Clarke, Morrison-Low, and Simpson note that in 1874 Patrick Adie had a shop at 15 Pall Mall and also ran a workshop from Broadway Works, Westminister. The Adie firm used ‘Broadway works’ for several distinct addresses from c.1874-1918, including Broadway Works, 1 Broadway, Westminister and Broadway Works, 24 & 26 Tothill St, Westminister. The earliest reference I could find to the Adie company address at 45 Horseferry Road is in the Trades and Professional Directory (1914) where it is designated as a factory. An advertisement for Adie’s cement testing machines from the Directory of Manufacturers in Engineering and Allied Trades (1918) gives both his Broadway Works and Horseferry factory addresses. The address was later modified in reproduced versions of this advert to “Patrick Adie (formerly Broadway Works)”.

I was able to locate one other catalogued example of this same extensometer in the scientific instrument collection at the University College Cork, Ireland (see Charles Mollan’s Irish National Inventory of Scientific Instruments, 1441 MIS014). It is also housed in its original boxwood case with a pasted down Broadway Works trade card but Mollan’s inventory description of the UCC extensometer omits any reference to a Horseferry factory address on the instrument or on the case suggesting that these instruments were originally manufactured at Broadway Works. The auctioned instrument was possibly serviced or sold from the Horseferry factory address once the firm had ceased operations at Broadway Works after 1918.

Another question we might raise here is who were the instrument makers that took over the firm after Adie’s death on 18 May 1886? Clarke et al note that in 1858 Patrick Adie married Clementina Hellaby, and they had four sons and three daughters but none of them went into the business.

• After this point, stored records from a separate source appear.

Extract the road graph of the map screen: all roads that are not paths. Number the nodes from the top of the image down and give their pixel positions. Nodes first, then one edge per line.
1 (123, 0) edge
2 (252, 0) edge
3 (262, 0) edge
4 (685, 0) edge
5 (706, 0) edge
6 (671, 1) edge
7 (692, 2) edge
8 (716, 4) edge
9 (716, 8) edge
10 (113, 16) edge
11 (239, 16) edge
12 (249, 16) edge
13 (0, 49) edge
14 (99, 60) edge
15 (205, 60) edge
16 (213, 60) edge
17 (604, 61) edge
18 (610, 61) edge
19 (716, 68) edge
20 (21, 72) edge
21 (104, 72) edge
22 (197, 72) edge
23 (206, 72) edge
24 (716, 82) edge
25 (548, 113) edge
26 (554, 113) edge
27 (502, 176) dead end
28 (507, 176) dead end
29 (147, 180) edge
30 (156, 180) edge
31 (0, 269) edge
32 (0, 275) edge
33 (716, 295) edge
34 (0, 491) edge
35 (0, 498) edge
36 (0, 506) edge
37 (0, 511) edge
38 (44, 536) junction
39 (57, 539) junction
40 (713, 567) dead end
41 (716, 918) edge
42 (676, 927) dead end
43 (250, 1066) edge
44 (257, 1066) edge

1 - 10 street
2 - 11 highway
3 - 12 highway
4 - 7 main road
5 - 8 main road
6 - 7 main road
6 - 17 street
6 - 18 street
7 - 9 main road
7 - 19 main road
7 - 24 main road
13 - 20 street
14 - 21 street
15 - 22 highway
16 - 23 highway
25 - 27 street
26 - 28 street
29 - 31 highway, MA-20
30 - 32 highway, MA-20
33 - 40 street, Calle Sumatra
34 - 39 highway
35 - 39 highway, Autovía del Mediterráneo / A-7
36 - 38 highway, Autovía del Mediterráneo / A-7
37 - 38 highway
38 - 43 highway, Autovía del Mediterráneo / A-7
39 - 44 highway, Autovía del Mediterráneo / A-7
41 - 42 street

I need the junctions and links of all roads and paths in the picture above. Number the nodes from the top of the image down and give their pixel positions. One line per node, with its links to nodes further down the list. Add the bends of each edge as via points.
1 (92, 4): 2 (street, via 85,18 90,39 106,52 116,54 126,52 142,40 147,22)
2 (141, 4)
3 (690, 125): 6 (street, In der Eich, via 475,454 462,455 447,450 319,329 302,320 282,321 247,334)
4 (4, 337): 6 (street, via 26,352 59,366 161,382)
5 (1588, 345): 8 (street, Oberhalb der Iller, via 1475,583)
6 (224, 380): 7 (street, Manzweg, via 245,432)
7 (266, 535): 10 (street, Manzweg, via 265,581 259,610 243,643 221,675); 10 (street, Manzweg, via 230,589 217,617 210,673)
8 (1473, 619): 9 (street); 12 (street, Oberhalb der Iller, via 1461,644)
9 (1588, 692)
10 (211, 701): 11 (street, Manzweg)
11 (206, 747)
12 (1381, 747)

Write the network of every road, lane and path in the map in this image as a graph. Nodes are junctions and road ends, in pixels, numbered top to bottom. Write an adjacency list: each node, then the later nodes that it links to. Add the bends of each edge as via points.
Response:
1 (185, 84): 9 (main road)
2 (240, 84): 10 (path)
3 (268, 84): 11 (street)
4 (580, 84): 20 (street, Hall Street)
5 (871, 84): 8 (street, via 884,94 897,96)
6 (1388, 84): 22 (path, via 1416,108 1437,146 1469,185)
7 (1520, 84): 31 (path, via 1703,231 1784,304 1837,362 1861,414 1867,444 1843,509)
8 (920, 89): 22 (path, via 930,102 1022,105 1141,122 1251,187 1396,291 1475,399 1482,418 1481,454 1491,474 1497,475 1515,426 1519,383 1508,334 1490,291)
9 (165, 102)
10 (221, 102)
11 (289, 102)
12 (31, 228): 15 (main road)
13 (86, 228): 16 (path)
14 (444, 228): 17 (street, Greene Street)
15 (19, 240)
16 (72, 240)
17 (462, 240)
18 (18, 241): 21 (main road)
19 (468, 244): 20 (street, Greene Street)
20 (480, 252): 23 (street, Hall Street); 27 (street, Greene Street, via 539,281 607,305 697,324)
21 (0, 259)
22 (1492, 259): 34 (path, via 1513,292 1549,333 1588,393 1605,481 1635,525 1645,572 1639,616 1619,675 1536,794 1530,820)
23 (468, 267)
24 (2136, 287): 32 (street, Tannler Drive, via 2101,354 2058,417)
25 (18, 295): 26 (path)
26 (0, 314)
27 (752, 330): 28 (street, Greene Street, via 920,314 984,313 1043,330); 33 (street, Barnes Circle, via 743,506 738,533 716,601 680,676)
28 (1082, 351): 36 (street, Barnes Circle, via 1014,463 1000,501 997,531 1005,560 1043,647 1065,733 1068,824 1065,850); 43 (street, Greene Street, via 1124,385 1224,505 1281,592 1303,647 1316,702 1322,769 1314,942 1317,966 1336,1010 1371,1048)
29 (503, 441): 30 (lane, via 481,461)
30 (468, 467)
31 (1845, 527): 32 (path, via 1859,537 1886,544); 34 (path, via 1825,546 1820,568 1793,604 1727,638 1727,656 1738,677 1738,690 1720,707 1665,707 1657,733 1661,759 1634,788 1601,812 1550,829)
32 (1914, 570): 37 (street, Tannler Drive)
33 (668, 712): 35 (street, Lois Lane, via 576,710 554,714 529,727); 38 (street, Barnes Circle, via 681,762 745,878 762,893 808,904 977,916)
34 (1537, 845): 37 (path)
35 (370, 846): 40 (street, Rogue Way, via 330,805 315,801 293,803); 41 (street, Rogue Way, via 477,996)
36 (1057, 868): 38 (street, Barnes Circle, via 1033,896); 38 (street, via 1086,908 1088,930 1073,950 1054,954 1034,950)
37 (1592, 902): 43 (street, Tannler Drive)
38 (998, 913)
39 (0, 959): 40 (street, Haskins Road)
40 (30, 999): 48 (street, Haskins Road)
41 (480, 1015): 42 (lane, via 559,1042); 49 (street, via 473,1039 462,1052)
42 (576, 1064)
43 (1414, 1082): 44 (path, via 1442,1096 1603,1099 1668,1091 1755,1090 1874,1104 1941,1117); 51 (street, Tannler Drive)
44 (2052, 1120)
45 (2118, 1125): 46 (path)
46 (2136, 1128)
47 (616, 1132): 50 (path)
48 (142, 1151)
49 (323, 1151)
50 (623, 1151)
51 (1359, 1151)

According to family tradition, Patrick Adie’s foreman Llyod continued the business into the 20th century although the subsequent history of the business after Adie’s death has not been studied in any detail. After investigating I found several further clues about the later history of the Adie business. A notice in the London Gazette (30 April 1915) gives the identity of three instrument makers who traded under the name of Patrick Adie. Arthur Llyod (Senior), Arthur Llyod (Junior), and William Henry Llyod were makers of scientific and other instruments and partners of a business at 45 Horseferry Road who operated “under the style or firm of Patrick Adie”. The original partnership was dissolved by mutual consent on 30 September 1914 and the business was subsequently continued under the name of Patrick Adie by Arthur Llyod (Junior) and William Henry Llyod. As far as I can tell these three instrument makers who were active at the Horseferry factory have not been previously identified. Further investigation of the business history of firms that operated under the name of more well-known makers will likely uncover new trade connections and allow for a more comprehensive attribution of specific instruments to instrument-makers and workshops.

Further Reading:

Clarke, T.N., A.D. Morrison-Low and A.D.C. Simpson, Brass and Glass: Scientific Instrument Making Workshops in Scotland (Edinburgh, 1989).

Morrison-Low, A.D. ‘The Gentle Art of Persuasion: Advertising Instruments during Britain’s Industrial Revolution’, in A.D. Morrison-Low, Sara J. Schechner and Paolo Brenni (eds.), How Scientific Instruments Have Changed Hands (Leiden, 2017), pp.43-56.